Singapore shares gained ground for a fourth straight day as China's growth outlook showed further positive signs and oil prices firmed up their recent gains.
The mainland economy grew 6.7 per cent in the third quarter to stay on track to meet Beijing's 6.5 to 7 per cent full-year growth target, official data disclosed yesterday.
News that the crude oil stockpile in the United States fell 3.8 million barrels over the past week offered another reason for the markets to cheer, pushing crude futures Brent above US$52 a barrel.
The Dow Jones Industrial Average added 0.42 per cent, and Singapore shares took the cue. The benchmark Straits Times Index (STI) closed 13.99 points, or 0.49 per cent, higher at 2,844.62. Since last Thursday, the STI has gained around 1.4 per cent.
Shanghai added 0.03 per cent, Tokyo was up 0.21 per cent, and Sydney put on 0.45 per cent. Hong Kong, however, pared 0.38 per cent.
Trading volume on the local market remained weak. There were 1.64 billion shares traded but they were worth only $790 million. The FTSE All Share Index showed mainboard volume has dropped for five straight sessions since last week.
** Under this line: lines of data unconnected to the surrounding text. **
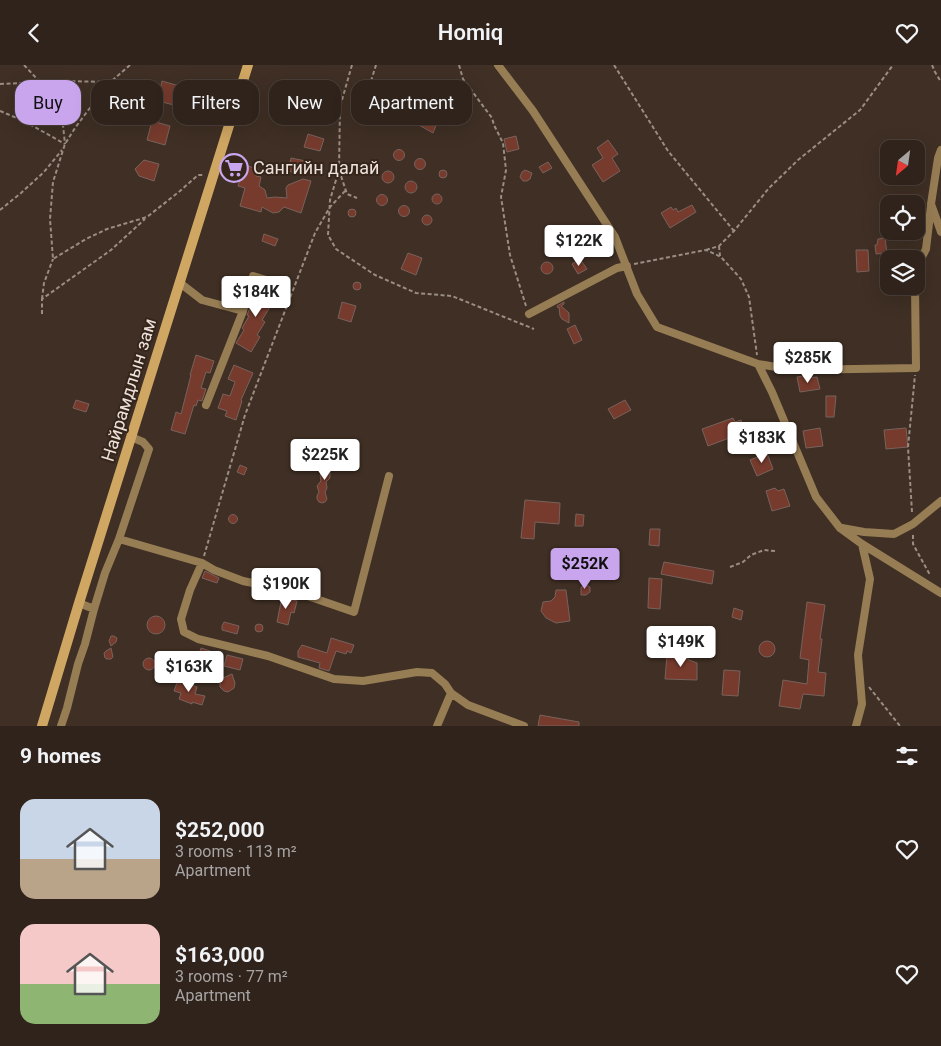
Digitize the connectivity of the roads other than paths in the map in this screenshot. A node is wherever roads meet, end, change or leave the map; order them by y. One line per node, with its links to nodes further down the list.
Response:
1 (248, 65): 9 (main road, Найрамдлын зам)
2 (498, 65): 7 (street)
3 (941, 150): 4 (street)
4 (931, 204): 5 (street); 6 (street)
5 (941, 232)
6 (925, 251)
7 (627, 266): 12 (street); 13 (street)
8 (274, 282): 11 (street)
9 (180, 283): 11 (street); 15 (main road, Найрамдлын зам)
10 (915, 295): 13 (street)
11 (243, 311): 14 (street)
12 (528, 314)
13 (758, 364): 18 (street)
14 (206, 405)
15 (131, 437): 19 (street); 23 (main road, Найрамдлын зам)
16 (389, 476): 21 (street)
17 (941, 501): 18 (street)
18 (840, 528): 20 (street)
19 (119, 539): 21 (street); 24 (street)
20 (862, 544): 22 (street); 30 (street)
21 (202, 563): 25 (street)
22 (941, 593)
23 (79, 603): 24 (street); 26 (main road, Найрамдлын зам)
24 (94, 609): 27 (street)
25 (451, 693): 28 (street); 29 (street)
26 (42, 726)
27 (61, 726)
28 (437, 726)
29 (524, 726)
30 (856, 726)

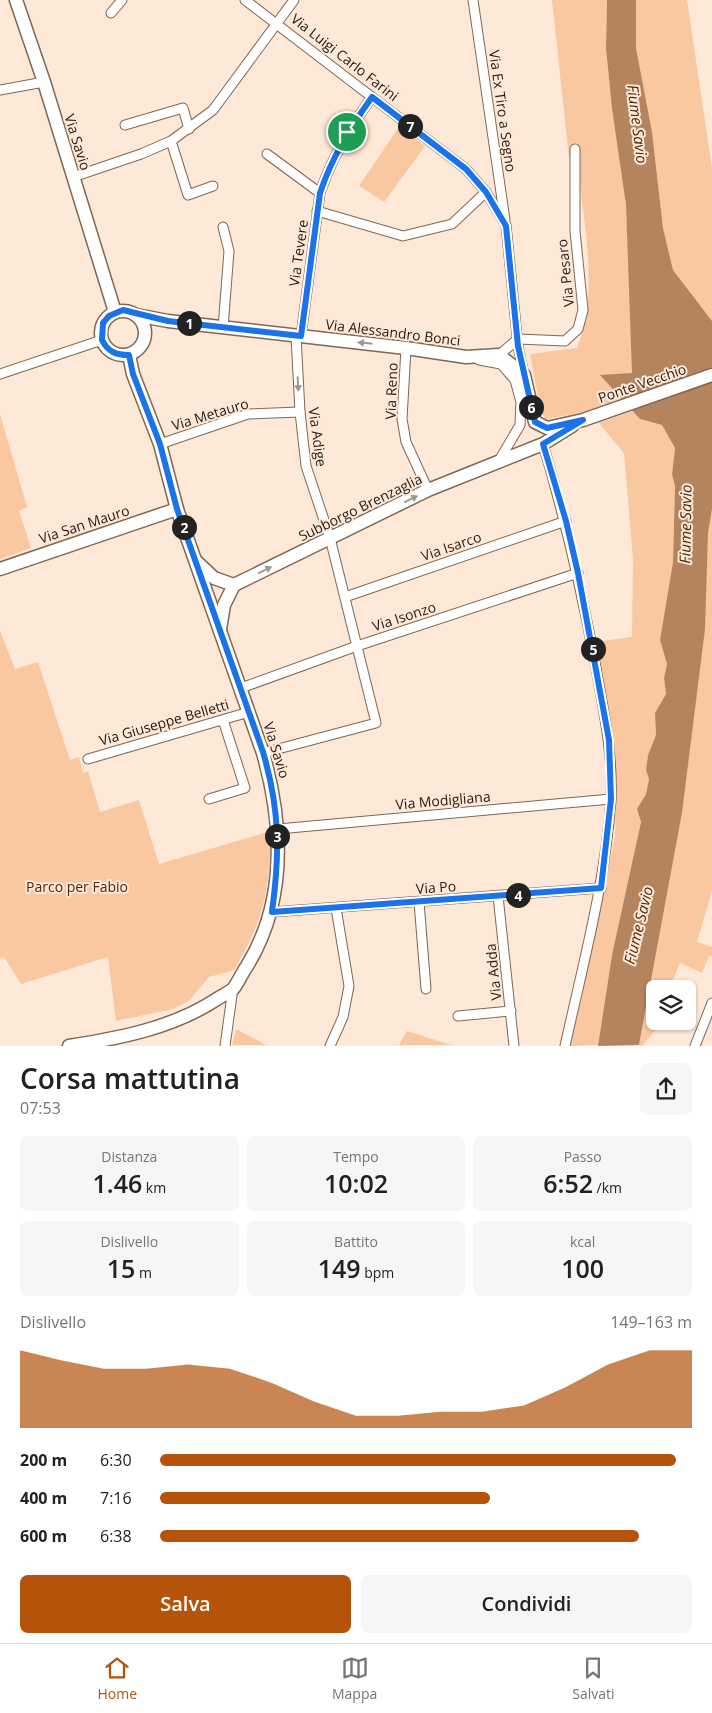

"The STI is just a basket of 30 stocks, and it doesn't tell the whole story about the market, where investors remain risk-averse and unconfident about the macro-environment, especially with the Singapore growth stagnating," remisier Alvin Yong said. "The oil prices may be stabilising, but maybe it's too little, too late, when you look at all the news around bond defaults in the offshore and marine sector."
On Tuesday, Ezra Holdings said it is seeking waivers on its bond covenants - the latest in a string of woes in the sector. Ezra slipped 0.3 cent, or 5.56 per cent, to 5.1 cents.
But STI component Keppel Corp added seven cents, or 1.31 per cent to $5.42, one of the 21 blue chip stocks that ended in the black.
The top gainer was Sats, up nine cents, or 1.91 per cent, to $4.79, while Golden Agri-Resources added half a cent, or 1.33 per cent, to 38 cents, with 24.9 million shares traded.
StarHub was the top loser of eight STI counters that ended lower. Its shares fell six cents, or 1.74 per cent, to $3.39. M1 outside the STI also dropped, down 12 cents, or 5.15 per cent, to $2.21, after a 23.4 per cent drop in its third-quarter net profit.
Singapore Technologies Engineering shed one cent, or 0.31 per cent, to $3.18. In a note, DBS analyst Suvro Sarkar gave it a target price of $3.55 with a buy call, despite news it will likely cease some Chinese operations under ST Kinetics.
"In the likely scenario that production ceases, ST Engineering via ST Kinetics will record a $61 million one-off charge in the third-quarter financials. We estimate the full-year impact on revenue to be $30 million to $35 million arising from the cession of operations... which is only 0.5 per cent of both our 2016 and 2017 revenue forecasts."